* _EXERCISE GOAL_
Nothing but the records, transcribed verbatim and stripped of images, should appear in the answer.

* _INPUT DATA_

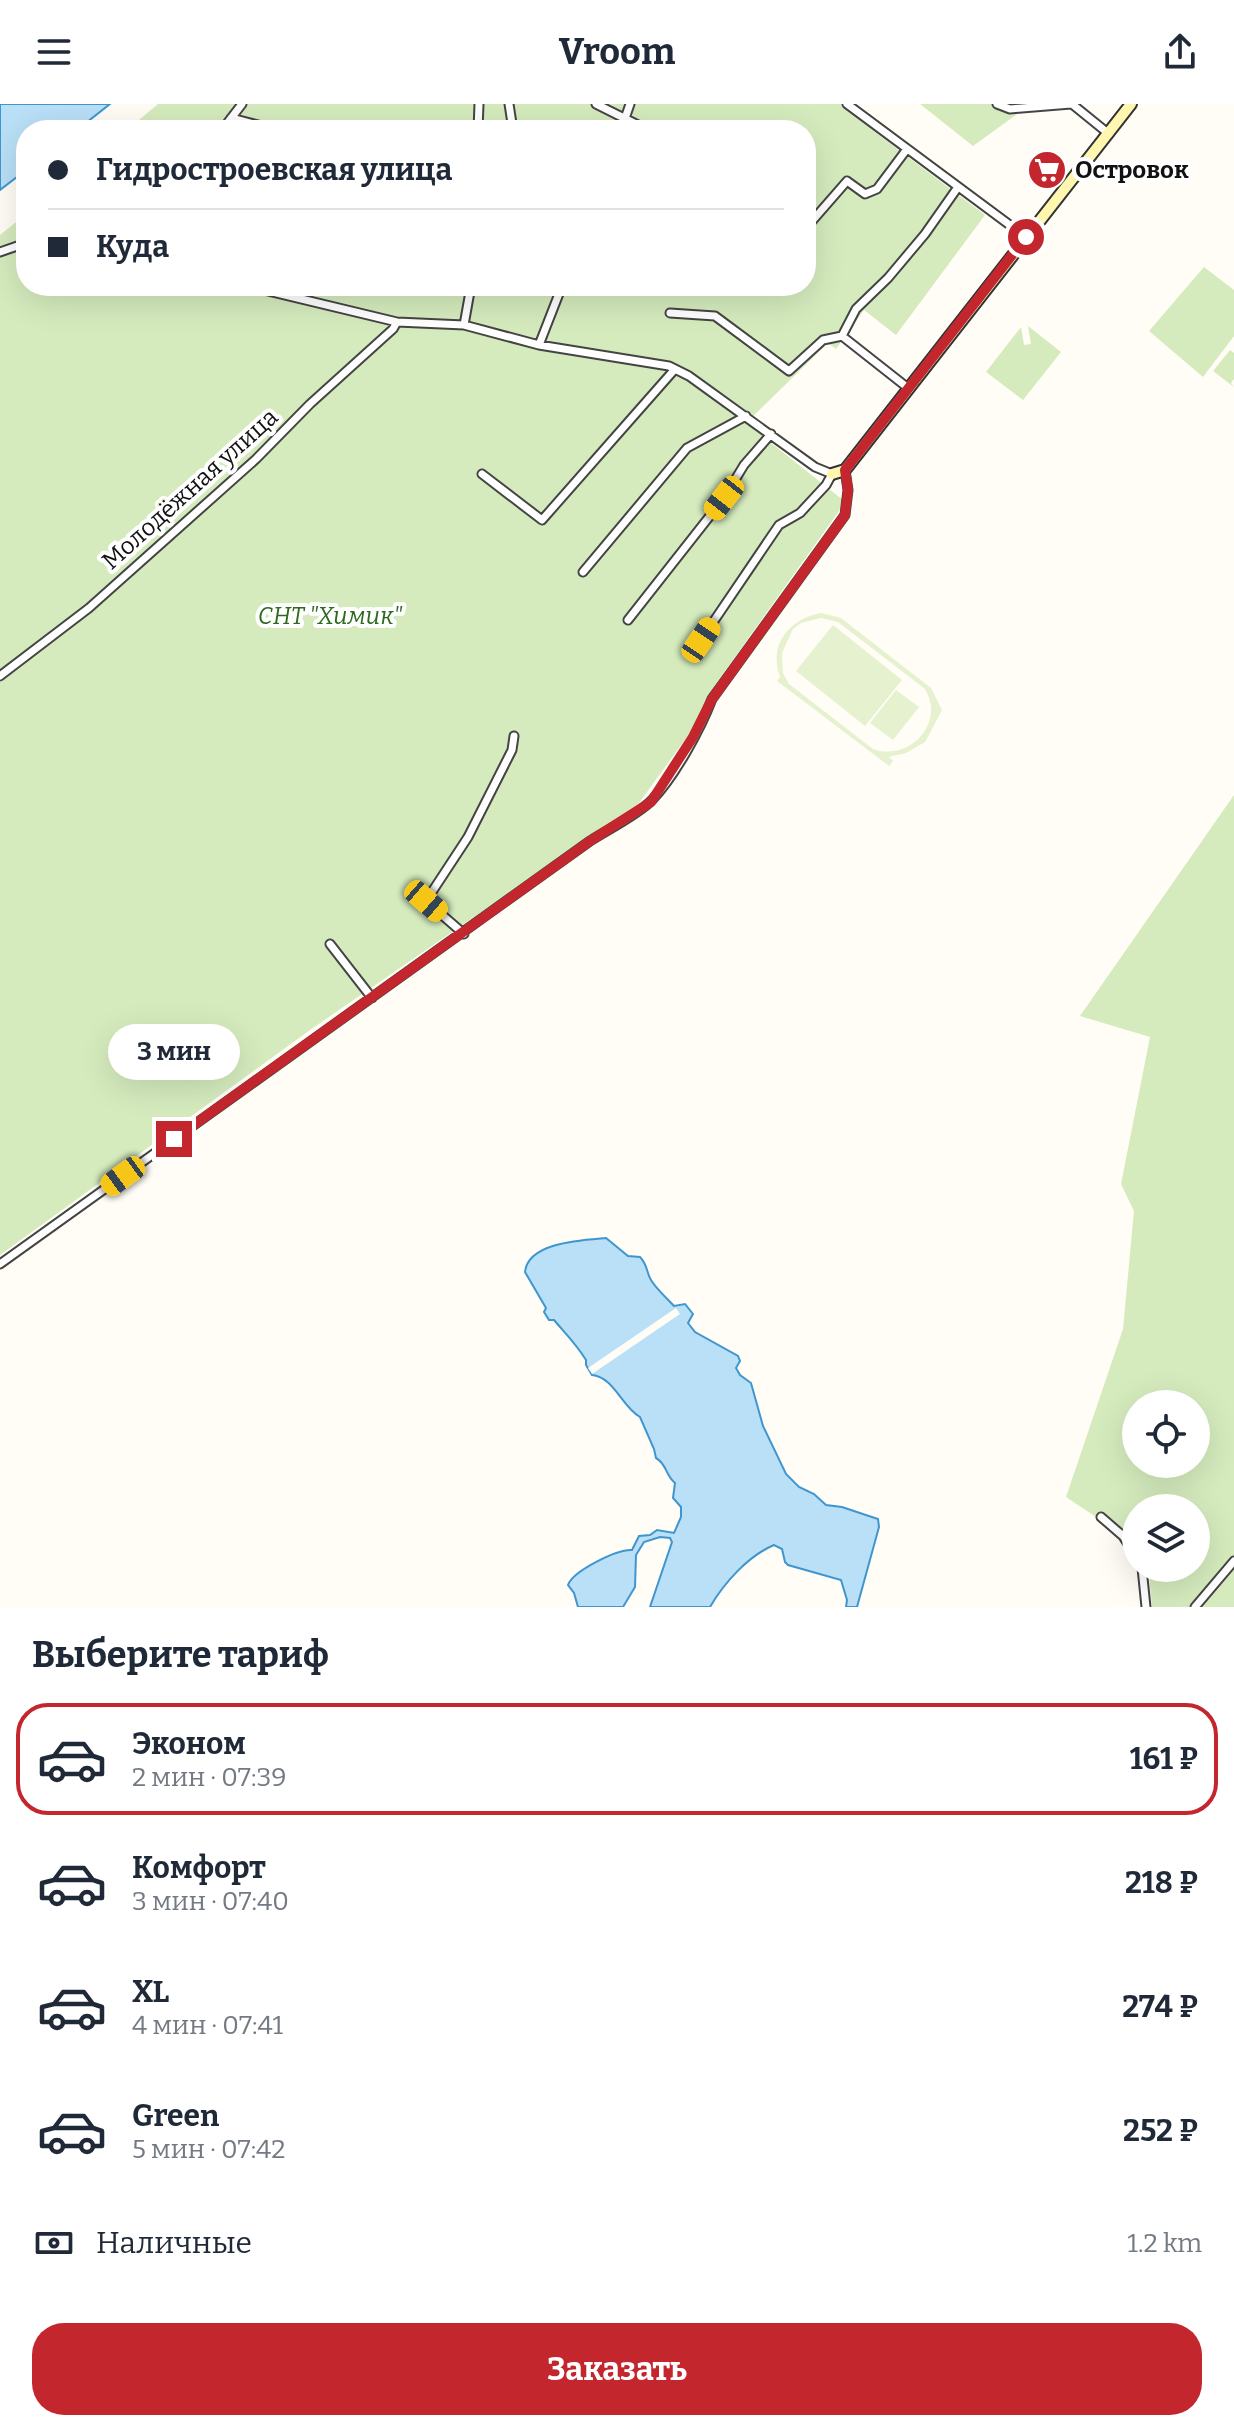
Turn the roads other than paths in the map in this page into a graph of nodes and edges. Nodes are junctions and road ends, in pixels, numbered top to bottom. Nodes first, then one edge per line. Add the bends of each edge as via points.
1 (242, 104) edge
2 (596, 104) edge
3 (630, 104) edge
4 (847, 104) edge
5 (997, 104) edge
6 (1071, 104) edge
7 (1131, 104) edge
8 (231, 118) joint
9 (624, 119) joint
10 (239, 120) edge
11 (1109, 134) junction
12 (907, 149) junction
13 (958, 187) junction
14 (816, 217) edge
15 (1026, 237) junction
16 (289, 296) edge
17 (469, 296) edge
18 (558, 296) edge
19 (670, 313) dead end
20 (397, 322) junction
21 (464, 325) junction
22 (842, 336) junction
23 (539, 345) junction
24 (675, 369) junction
25 (908, 388) junction
26 (746, 416) junction
27 (771, 434) junction
28 (845, 470) junction
29 (482, 474) dead end
30 (832, 474) junction
31 (583, 572) dead end
32 (628, 620) dead end
33 (701, 640) dead end
34 (0, 676) edge
35 (514, 736) dead end
36 (464, 934) junction
37 (330, 944) dead end
38 (372, 998) junction
39 (0, 1264) edge
40 (1101, 1517) dead end
41 (1122, 1535) edge
42 (1234, 1561) edge
43 (1143, 1582) edge
44 (1146, 1607) edge
45 (1195, 1607) edge

1 - 8 street
2 - 9 street
3 - 9 street
4 - 12 street
5 - 6 street via 1010,109
6 - 11 street
7 - 11 street
8 - 10 street
11 - 15 street
12 - 13 street
12 - 14 street via 877,189 865,194 847,181
13 - 15 street
13 - 22 street via 925,234 856,309
15 - 25 street
16 - 20 street
17 - 21 street
18 - 23 street
19 - 22 street via 715,316 789,371 823,340
20 - 21 street
20 - 34 street, Молодёжная улица via 256,459 93,605
21 - 23 street
22 - 25 street
23 - 24 street
24 - 26 street
24 - 29 street via 542,520
25 - 28 street
26 - 27 street
26 - 31 street via 687,448
27 - 30 street
27 - 32 street
28 - 30 street
28 - 36 street via 845,515 712,699 651,802
30 - 33 street via 800,513 779,525
35 - 36 street via 468,837 426,901
36 - 38 street
37 - 38 street
38 - 39 street
40 - 41 street
42 - 45 street
43 - 44 street

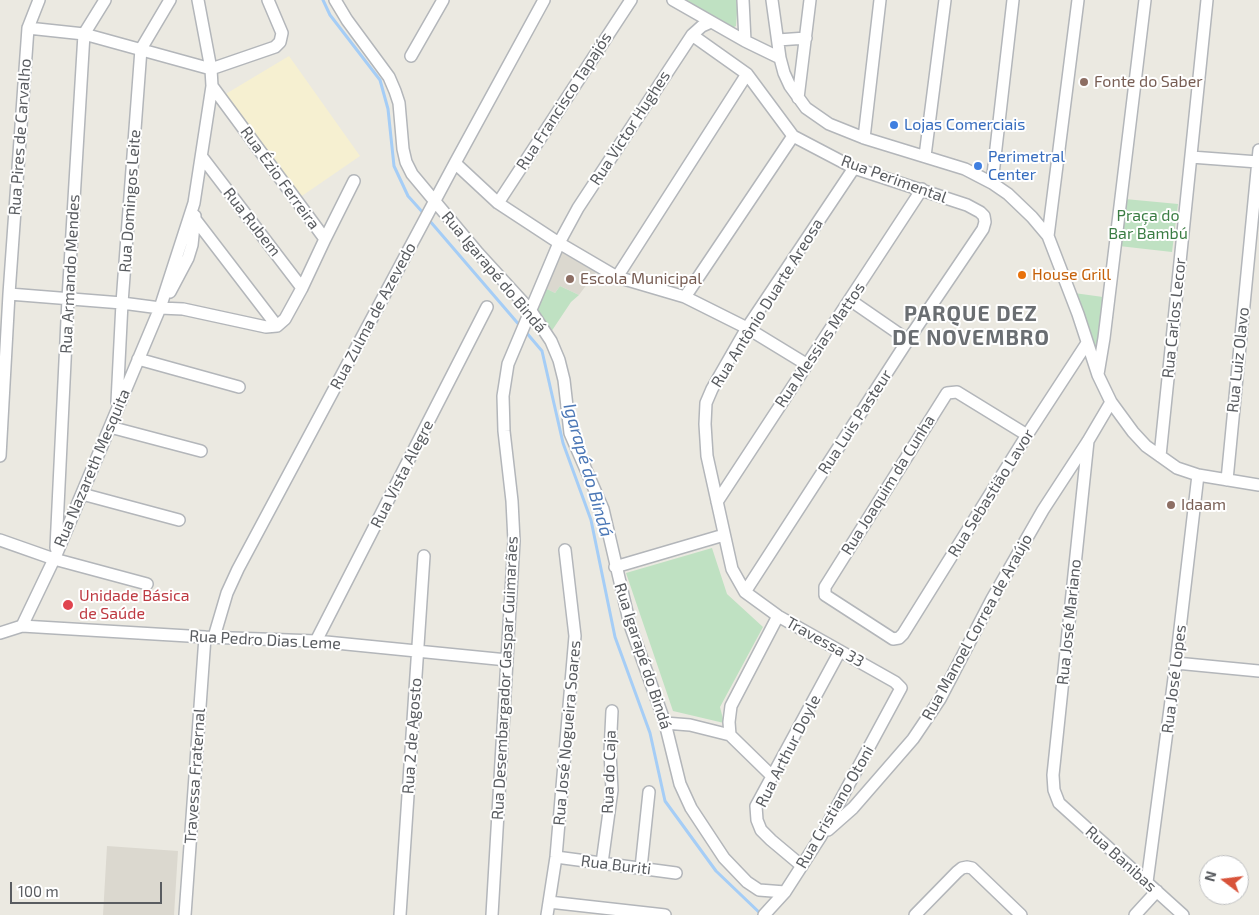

* _ANSWER TO THIS EXERCISE_
Turn the roads other than paths in the map in this page into a graph of nodes and edges. Nodes are junctions and road ends, in pixels, numbered top to bottom. Nodes first, then one edge per line. Add the bends of each edge as via points.
1 (242, 104) edge
2 (596, 104) edge
3 (630, 104) edge
4 (847, 104) edge
5 (997, 104) edge
6 (1071, 104) edge
7 (1131, 104) edge
8 (231, 118) joint
9 (624, 119) joint
10 (239, 120) edge
11 (1109, 134) junction
12 (907, 149) junction
13 (958, 187) junction
14 (816, 217) edge
15 (1026, 237) junction
16 (289, 296) edge
17 (469, 296) edge
18 (558, 296) edge
19 (670, 313) dead end
20 (397, 322) junction
21 (464, 325) junction
22 (842, 336) junction
23 (539, 345) junction
24 (675, 369) junction
25 (908, 388) junction
26 (746, 416) junction
27 (771, 434) junction
28 (845, 470) junction
29 (482, 474) dead end
30 (832, 474) junction
31 (583, 572) dead end
32 (628, 620) dead end
33 (701, 640) dead end
34 (0, 676) edge
35 (514, 736) dead end
36 (464, 934) junction
37 (330, 944) dead end
38 (372, 998) junction
39 (0, 1264) edge
40 (1101, 1517) dead end
41 (1122, 1535) edge
42 (1234, 1561) edge
43 (1143, 1582) edge
44 (1146, 1607) edge
45 (1195, 1607) edge

1 - 8 street
2 - 9 street
3 - 9 street
4 - 12 street
5 - 6 street via 1010,109
6 - 11 street
7 - 11 street
8 - 10 street
11 - 15 street
12 - 13 street
12 - 14 street via 877,189 865,194 847,181
13 - 15 street
13 - 22 street via 925,234 856,309
15 - 25 street
16 - 20 street
17 - 21 street
18 - 23 street
19 - 22 street via 715,316 789,371 823,340
20 - 21 street
20 - 34 street, Молодёжная улица via 256,459 93,605
21 - 23 street
22 - 25 street
23 - 24 street
24 - 26 street
24 - 29 street via 542,520
25 - 28 street
26 - 27 street
26 - 31 street via 687,448
27 - 30 street
27 - 32 street
28 - 30 street
28 - 36 street via 845,515 712,699 651,802
30 - 33 street via 800,513 779,525
35 - 36 street via 468,837 426,901
36 - 38 street
37 - 38 street
38 - 39 street
40 - 41 street
42 - 45 street
43 - 44 street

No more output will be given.